**Problem requirements**
Pick the lines holding the string "canvas" out of the records and copy them.

**Extracted information**

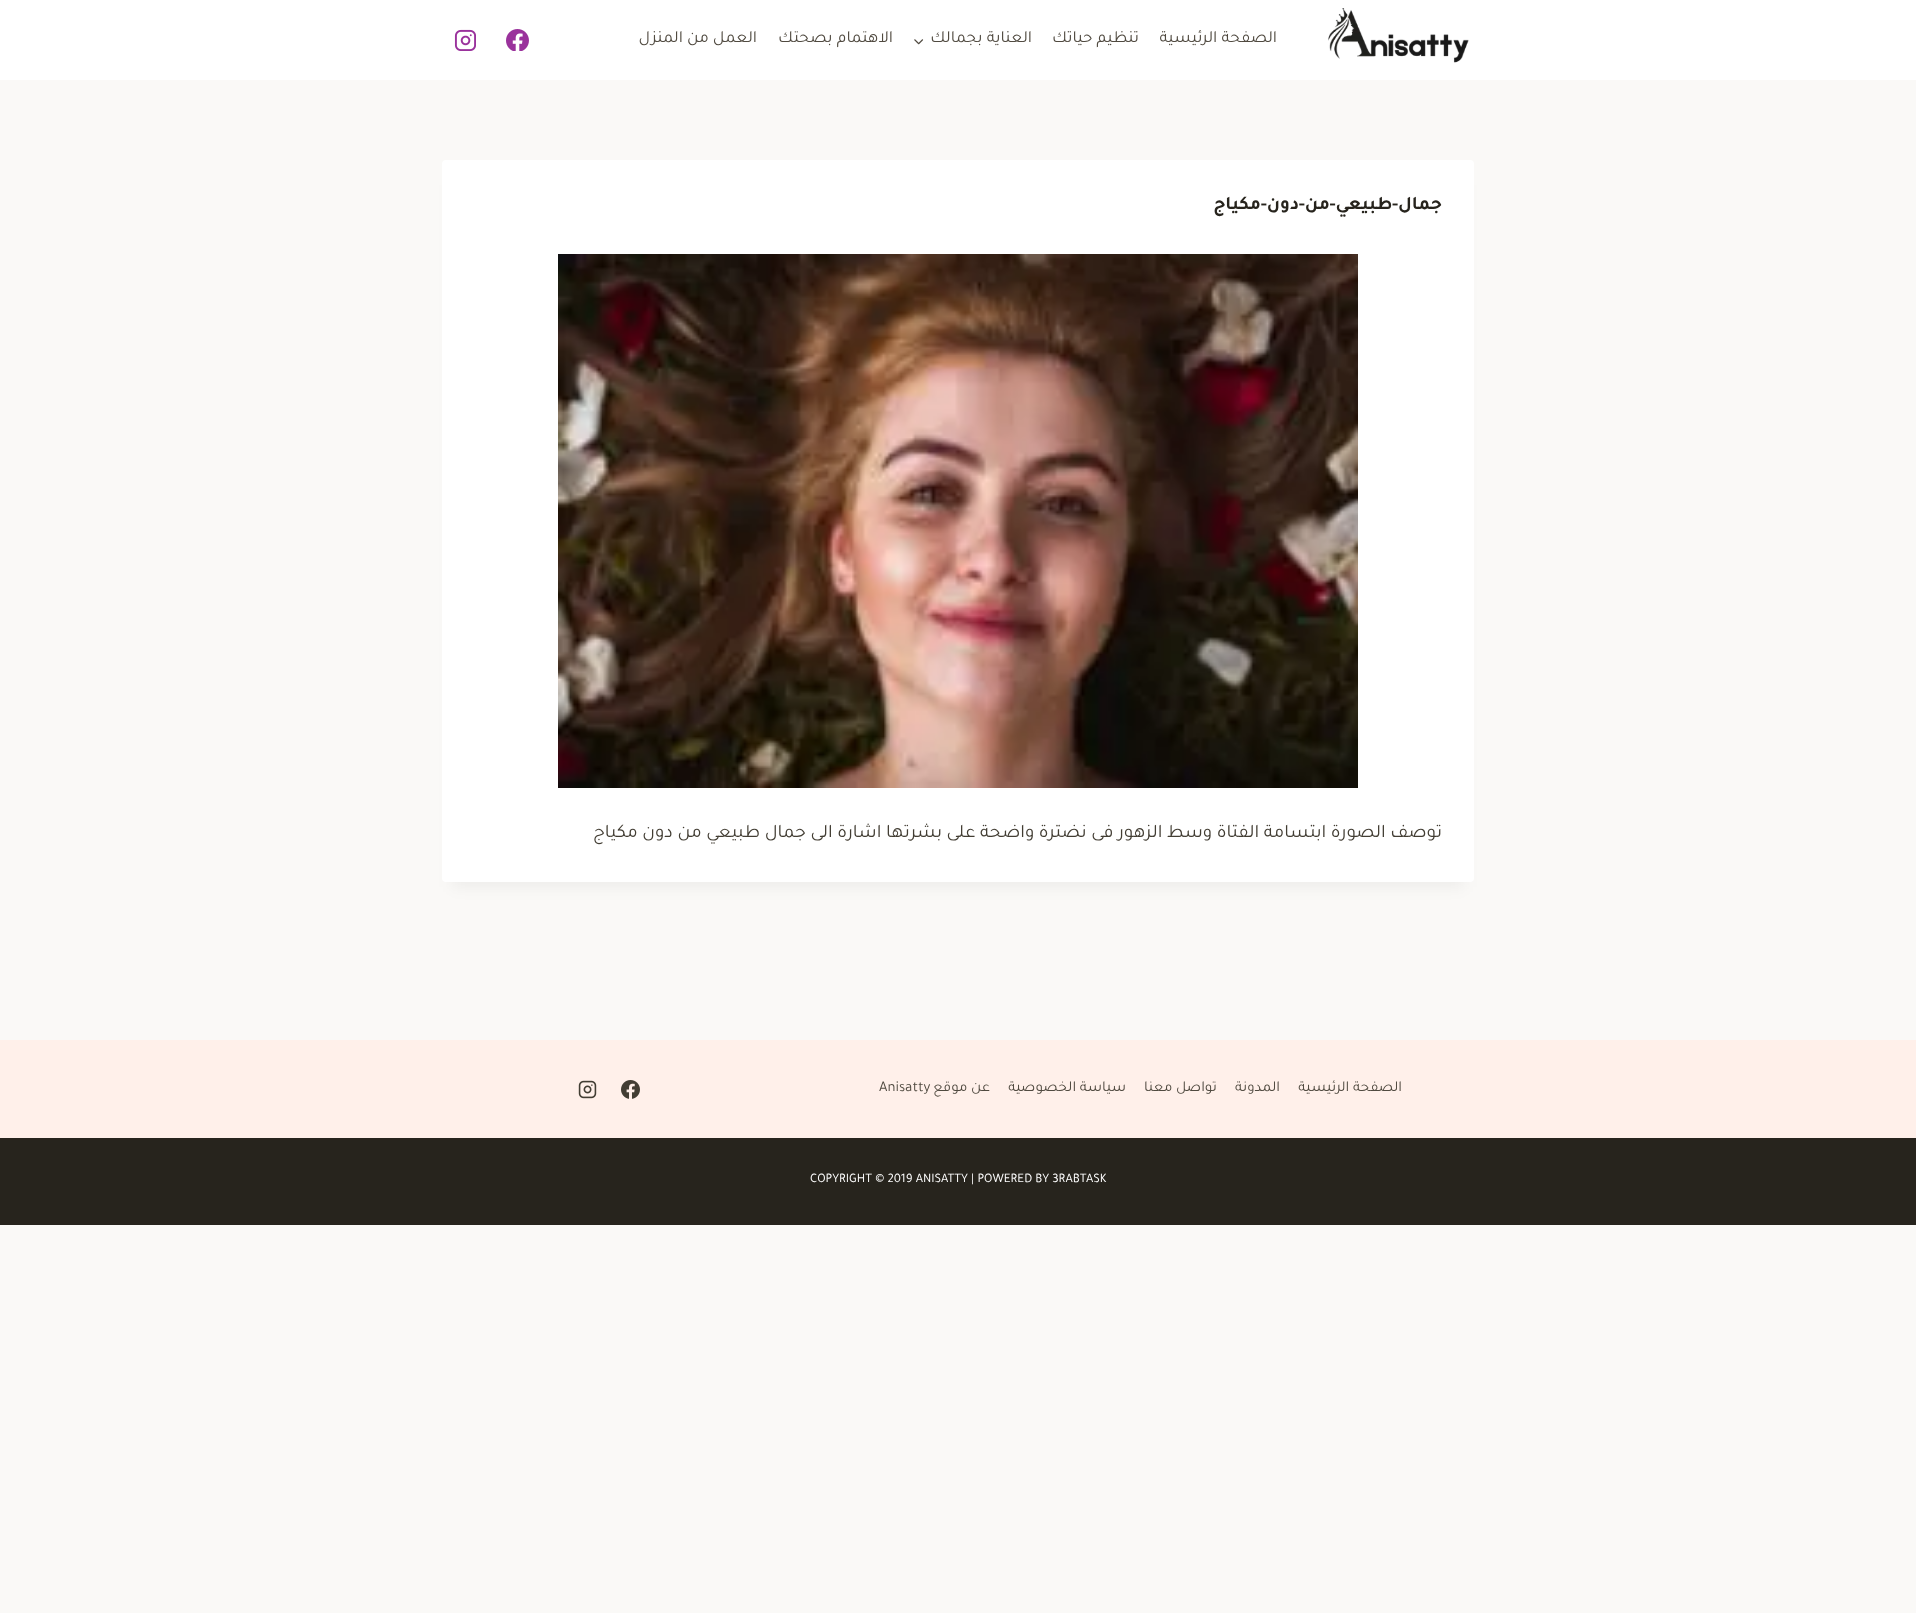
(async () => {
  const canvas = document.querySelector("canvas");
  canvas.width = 1916;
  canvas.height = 1613;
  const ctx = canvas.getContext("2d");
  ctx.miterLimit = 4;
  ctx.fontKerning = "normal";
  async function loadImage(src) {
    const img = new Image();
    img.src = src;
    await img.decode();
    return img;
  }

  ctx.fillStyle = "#faf9f7";
  ctx.fillRect(0, 0, 1916, 1613);
  ctx.fillStyle = "#ffffff";
  ctx.fillRect(0, 0, 1916, 80);
  ctx.drawImage(await loadImage("img/1.png"), 1328, 8, 141, 55);
  ctx.drawImage(await loadImage("img/2.png"), 914, 39, 10, 6);
  ctx.drawImage(await loadImage("img/3.png"), 506, 29, 23, 22);
  ctx.drawImage(await loadImage("img/4.png"), 454, 29, 22, 22);
  ctx.fillStyle = "rgba(0, 0, 0, 0.05)";
  ctx.filter = "blur(7.5px)";
  ctx.beginPath();
  ctx.rect(452, 185, 1012, 702);
  ctx.fill();
  ctx.filter = "none";
  ctx.fillStyle = "#ffffff";
  ctx.beginPath();
  ctx.roundRect(442, 160, 1032, 722, 4);
  ctx.fill();
  ctx.drawImage(await loadImage("img/5.png"), 558, 254, 800, 534);
  ctx.fillStyle = "#fff0ea";
  ctx.fillRect(0, 1040, 1916, 98);
  ctx.drawImage(await loadImage("img/6.png"), 621, 1080, 19, 19);
  ctx.drawImage(await loadImage("img/7.png"), 578, 1080, 19, 19);
  ctx.fillStyle = "#27241d";
  ctx.fillRect(0, 1138, 1916, 87);
  ctx.direction = "rtl";
  ctx.font = "17px Tajawal";
  ctx.fillStyle = "#504a40";
  for (const [text, x, y] of [
    ["الصفحة الرئيسية", 1277, 42],
    ["تنظيم حياتك", 1139, 42],
    ["العناية بجمالك", 1032, 42],
    ["الاهتمام بصحتك", 893, 42],
    ["العمل من المنزل", 757, 42],
  ]) {
    ctx.fillText(text, x, y);
  }
  ctx.font = "bold 19px Tajawal";
  ctx.fillStyle = "#27241d";
  ctx.fillText("جمال-طبيعي-من-دون-مكياج", 1442, 209);
  ctx.font = "19px Tajawal";
  ctx.fillStyle = "#423d33";
  ctx.fillText("توصف الصورة ابتسامة الفتاة وسط الزهور فى نضترة واضحة على بشرتها اشارة الى جمال طبيعي من دون مكياج", 1442, 837);
  ctx.font = "15px Tajawal";
  ctx.fillStyle = "#504a40";
  for (const [text, x, y] of [
    ["الصفحة الرئيسية", 1402, 1091],
    ["المدونة", 1280, 1091],
    ["تواصل معنا", 1217, 1091],
    ["سياسة الخصوصية", 1126, 1091],
    ["عن موقع", 990, 1091],
  ]) {
    ctx.fillText(text, x, y);
  }
  ctx.direction = "ltr";
  ctx.fillText("Anisatty", 879, 1091);
  ctx.font = "13px Tajawal";
  ctx.fillStyle = "#ffffff";
  ctx.fillText("COPYRIGHT © 2019 ANISATTY | POWERED BY 3RABTASK", 810, 1182);
})();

**Answer box**
  const canvas = document.querySelector("canvas");
  canvas.width = 1916;
  canvas.height = 1613;
  const ctx = canvas.getContext("2d");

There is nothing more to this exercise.